We were tired from the drive. I suggested we just stop and pick up a steak we could throw on the grill. And some broccoli. As we came into town my cellphone chimed. There was a message from my mother.

She told me they were on their way out for the evening, that we were more than welcome to join them at a friend's house for dinner, but if we didn't feel like it there was a steak and some broccoli in the fridge at the house.

Matt looked at me like I was some sort of suspect.

My mother and I had been living four time zones apart for almost five years. We still did things like pick up the the phone to call, only to find the other one already on the line. Even when I was living at home, my mother would buy a gallon of milk on her way home from work, and she'd end up putting it in the fridge beside the one I had purchased on my way home from school.

Duplicate groceries are the least of it.

Saturday, July 17, 2010

New Job

My mother called me from Vermont. 'What do you think about innkeeping,' she asked. I had been employed as a personal assistant for less than three months. Previously, I had been unemployed, a waitress, the editor of my college newspaper, the scan coordinator at a doomed natural foods store, a printer's assistant, a misguided Masters student, a cook, unemployed, a substitute teacher, a 'childcare professional,' and as I believe I may have mentioned, unemployed.

'I'd probably like Inn keeping,' I told her. She told me about a property she'd seen for sale. There was an incredible kitchen, she said. Her catering company was expanding, it had outgrown its current kitchen long ago. We'd use the kitchen for catering, and to run the restaurant that was already on site, she said. But there happened to be a beautiful old farmhouse inn. Was I interested?

I planned a weekend trip, and we toured the property. The Inn had 8 guest rooms, the house had been built in 1824. The property was gorgeous, so was the restaurant in the barn. Downstairs in that barn there was a quarter-million dollar kitchen. The place was huge. Somewhat bigger than the closet that serves as the kitchen in my family's other restaurant.

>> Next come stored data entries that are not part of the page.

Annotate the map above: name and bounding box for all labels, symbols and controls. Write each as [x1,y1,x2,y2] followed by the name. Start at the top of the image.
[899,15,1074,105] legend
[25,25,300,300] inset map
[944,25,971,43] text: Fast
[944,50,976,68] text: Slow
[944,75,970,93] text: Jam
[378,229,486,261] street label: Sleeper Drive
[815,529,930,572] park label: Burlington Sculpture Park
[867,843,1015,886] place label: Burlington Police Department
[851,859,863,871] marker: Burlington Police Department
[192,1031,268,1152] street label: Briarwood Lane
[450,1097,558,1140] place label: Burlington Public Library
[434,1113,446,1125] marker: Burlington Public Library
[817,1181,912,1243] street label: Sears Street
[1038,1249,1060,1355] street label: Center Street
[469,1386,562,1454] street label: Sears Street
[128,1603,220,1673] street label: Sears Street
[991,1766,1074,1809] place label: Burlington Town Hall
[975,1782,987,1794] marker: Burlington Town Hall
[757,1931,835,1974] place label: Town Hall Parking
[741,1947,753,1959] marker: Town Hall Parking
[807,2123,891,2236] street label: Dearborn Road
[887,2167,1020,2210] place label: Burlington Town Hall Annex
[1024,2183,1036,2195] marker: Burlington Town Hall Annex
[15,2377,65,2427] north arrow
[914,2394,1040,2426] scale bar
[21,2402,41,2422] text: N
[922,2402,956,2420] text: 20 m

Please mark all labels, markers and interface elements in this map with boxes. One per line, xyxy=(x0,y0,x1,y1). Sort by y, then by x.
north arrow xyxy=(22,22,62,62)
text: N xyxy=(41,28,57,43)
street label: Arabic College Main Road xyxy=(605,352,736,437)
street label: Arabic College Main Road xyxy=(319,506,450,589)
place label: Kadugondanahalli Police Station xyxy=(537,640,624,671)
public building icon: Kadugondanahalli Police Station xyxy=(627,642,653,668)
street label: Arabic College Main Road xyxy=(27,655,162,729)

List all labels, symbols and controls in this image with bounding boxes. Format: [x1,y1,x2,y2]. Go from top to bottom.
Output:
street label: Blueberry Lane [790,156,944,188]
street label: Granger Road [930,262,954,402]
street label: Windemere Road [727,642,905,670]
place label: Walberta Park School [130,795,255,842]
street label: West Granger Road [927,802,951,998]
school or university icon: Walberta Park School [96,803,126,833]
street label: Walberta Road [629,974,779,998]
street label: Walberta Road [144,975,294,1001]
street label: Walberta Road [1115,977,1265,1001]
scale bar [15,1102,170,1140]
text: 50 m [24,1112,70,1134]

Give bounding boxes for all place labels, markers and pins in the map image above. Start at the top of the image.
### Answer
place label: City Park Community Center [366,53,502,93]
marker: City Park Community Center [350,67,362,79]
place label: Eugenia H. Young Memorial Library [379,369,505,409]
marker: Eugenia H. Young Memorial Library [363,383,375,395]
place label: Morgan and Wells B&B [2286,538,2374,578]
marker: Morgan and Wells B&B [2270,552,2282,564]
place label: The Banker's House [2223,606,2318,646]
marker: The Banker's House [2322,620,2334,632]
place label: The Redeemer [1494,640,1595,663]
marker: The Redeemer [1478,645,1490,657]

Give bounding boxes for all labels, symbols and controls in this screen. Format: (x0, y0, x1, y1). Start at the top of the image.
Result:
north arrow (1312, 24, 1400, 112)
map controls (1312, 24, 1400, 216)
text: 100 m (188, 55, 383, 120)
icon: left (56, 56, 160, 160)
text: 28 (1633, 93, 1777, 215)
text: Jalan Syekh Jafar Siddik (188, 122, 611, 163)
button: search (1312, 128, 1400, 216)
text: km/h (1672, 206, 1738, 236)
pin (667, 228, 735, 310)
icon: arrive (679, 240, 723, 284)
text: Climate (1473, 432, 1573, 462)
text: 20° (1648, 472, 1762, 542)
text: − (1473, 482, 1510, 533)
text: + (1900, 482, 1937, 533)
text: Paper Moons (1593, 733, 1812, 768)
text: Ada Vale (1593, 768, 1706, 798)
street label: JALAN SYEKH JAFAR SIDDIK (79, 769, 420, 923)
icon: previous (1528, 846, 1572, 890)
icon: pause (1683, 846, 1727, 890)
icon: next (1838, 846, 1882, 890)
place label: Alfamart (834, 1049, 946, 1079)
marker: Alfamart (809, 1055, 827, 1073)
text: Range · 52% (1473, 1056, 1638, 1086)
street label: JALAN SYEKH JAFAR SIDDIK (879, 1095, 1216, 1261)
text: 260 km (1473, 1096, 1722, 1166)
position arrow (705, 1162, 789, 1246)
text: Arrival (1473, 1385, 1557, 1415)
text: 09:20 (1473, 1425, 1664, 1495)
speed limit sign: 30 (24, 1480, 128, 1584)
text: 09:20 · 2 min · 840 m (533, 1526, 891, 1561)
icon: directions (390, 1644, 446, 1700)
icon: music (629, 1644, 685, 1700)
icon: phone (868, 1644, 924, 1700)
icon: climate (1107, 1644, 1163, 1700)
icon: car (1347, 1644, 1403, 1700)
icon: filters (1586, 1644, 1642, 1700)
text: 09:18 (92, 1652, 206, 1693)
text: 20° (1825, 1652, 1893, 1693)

We walked around with the Realtor, then with my real-estate-guru of a grandfather. On the plane I stifled my enthusiasm. I told myself not to get too excited. The property was held by the bank, and they were anxious to sell. A month later I moved in.

Since then I have been busily painting, moving furniture and baking. I have worked hard. And right now, I feel like I have worked my creativity right down a dusty hole. Like the Inn when we first walked through, it feels a little hollow in here. Maybe a bit mismatched. But, like the Inn, it has captured my imagination and my enthusiasm. Soon it will smell like zucchini muffins.

This will be the tale of the 1824 House Inn, and the girl who keeps it.